▶ Extracted material
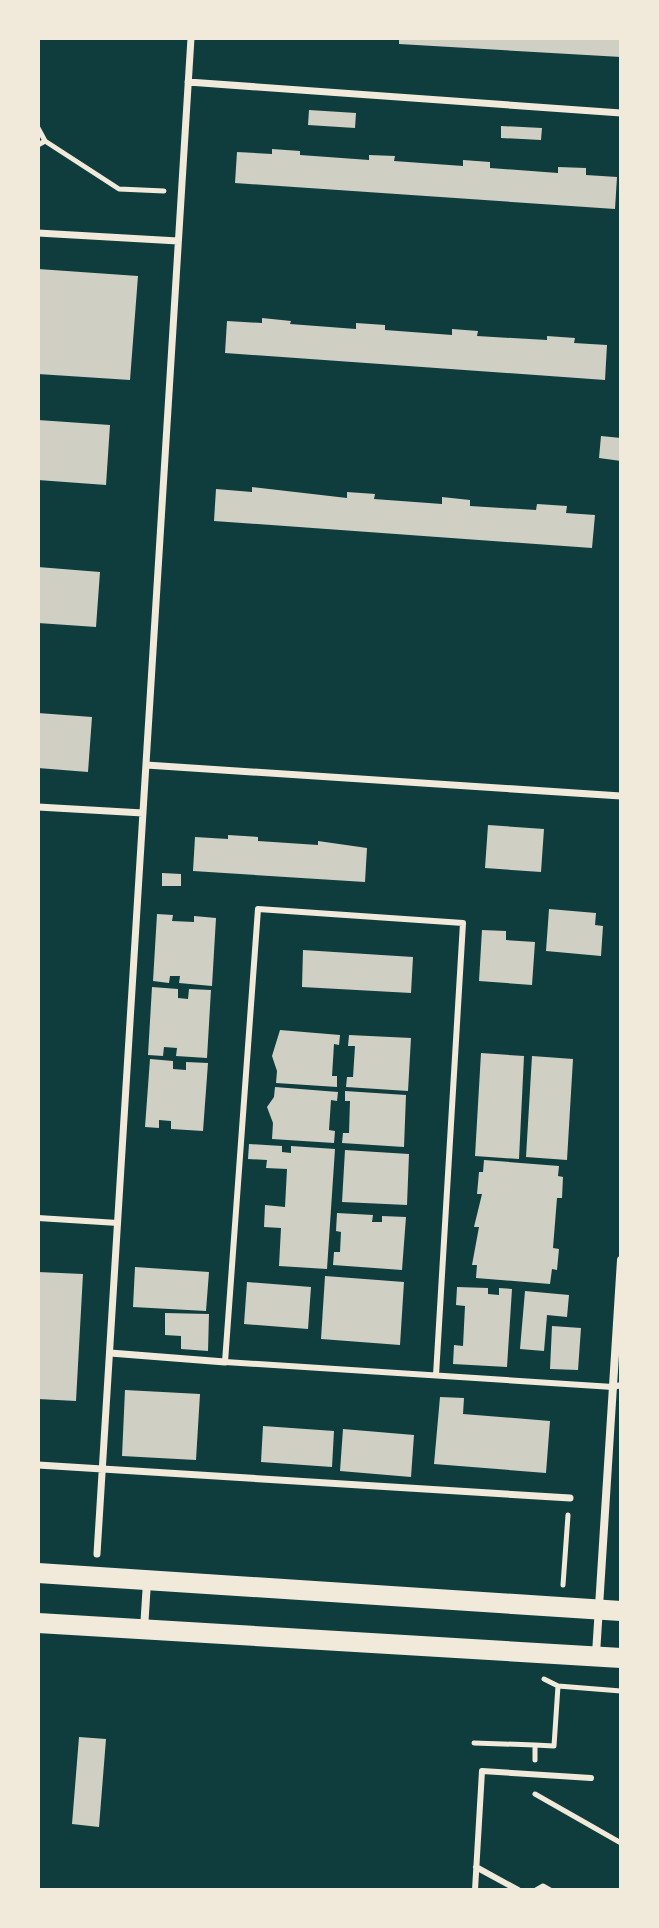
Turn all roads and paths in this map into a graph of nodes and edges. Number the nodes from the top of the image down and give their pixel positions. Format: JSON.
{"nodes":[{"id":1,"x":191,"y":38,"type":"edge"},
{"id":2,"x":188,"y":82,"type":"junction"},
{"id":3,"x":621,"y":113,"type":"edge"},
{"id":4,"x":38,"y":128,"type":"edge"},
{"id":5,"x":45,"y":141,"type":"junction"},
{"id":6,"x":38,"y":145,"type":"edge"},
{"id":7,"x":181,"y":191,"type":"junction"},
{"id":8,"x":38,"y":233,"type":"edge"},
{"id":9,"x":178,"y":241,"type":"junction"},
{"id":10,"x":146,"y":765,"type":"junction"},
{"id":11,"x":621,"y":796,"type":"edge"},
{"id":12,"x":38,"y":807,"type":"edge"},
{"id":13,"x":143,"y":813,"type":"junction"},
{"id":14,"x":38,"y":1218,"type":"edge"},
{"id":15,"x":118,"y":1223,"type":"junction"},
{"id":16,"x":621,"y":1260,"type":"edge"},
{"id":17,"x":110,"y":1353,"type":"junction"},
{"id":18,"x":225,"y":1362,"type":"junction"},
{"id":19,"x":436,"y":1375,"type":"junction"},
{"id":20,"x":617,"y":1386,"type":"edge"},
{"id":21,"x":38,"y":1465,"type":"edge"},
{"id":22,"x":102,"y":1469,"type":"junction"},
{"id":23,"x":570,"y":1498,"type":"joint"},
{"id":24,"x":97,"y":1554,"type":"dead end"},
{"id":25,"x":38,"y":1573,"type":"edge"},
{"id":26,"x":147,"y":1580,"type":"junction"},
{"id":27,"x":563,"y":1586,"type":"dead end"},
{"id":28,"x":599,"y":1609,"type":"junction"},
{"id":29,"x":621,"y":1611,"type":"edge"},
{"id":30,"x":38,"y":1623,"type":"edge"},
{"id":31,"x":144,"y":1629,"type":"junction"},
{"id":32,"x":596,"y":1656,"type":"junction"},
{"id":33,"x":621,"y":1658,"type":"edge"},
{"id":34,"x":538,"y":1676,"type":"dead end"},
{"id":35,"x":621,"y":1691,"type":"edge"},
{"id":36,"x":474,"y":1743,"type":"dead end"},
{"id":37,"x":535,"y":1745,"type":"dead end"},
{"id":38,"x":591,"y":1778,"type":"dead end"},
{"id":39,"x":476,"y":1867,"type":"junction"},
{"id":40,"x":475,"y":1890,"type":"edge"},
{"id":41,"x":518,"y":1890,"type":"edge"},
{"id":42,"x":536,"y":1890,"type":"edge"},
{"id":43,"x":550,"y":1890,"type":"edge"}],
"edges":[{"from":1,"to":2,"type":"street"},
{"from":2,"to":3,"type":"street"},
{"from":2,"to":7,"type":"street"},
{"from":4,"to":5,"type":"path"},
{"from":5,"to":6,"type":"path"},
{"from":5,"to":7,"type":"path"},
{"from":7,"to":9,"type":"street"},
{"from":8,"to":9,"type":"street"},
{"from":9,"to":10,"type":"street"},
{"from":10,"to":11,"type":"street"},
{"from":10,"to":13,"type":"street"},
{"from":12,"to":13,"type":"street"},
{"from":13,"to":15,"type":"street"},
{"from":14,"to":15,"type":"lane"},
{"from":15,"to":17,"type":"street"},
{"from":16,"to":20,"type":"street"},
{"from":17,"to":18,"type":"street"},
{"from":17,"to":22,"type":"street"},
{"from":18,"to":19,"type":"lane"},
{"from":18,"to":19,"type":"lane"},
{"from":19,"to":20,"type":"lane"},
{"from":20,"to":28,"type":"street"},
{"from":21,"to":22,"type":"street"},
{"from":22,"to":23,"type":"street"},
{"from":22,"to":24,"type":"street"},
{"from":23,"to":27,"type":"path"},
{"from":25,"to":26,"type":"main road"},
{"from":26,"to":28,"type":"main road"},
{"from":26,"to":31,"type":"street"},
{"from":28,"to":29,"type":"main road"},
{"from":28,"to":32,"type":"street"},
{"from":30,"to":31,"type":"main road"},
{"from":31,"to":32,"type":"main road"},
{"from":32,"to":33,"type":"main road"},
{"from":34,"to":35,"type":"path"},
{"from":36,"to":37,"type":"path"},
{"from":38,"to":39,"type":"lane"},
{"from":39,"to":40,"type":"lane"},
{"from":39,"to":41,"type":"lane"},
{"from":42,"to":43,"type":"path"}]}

▶ Exercise objective
Report all lines of the data that include the word "nodes".

▶ Output below
Turn all roads and paths in this map into a graph of nodes and edges. Number the nodes from the top of the image down and give their pixel positions. Format: JSON.
{"nodes":[{"id":1,"x":191,"y":38,"type":"edge"},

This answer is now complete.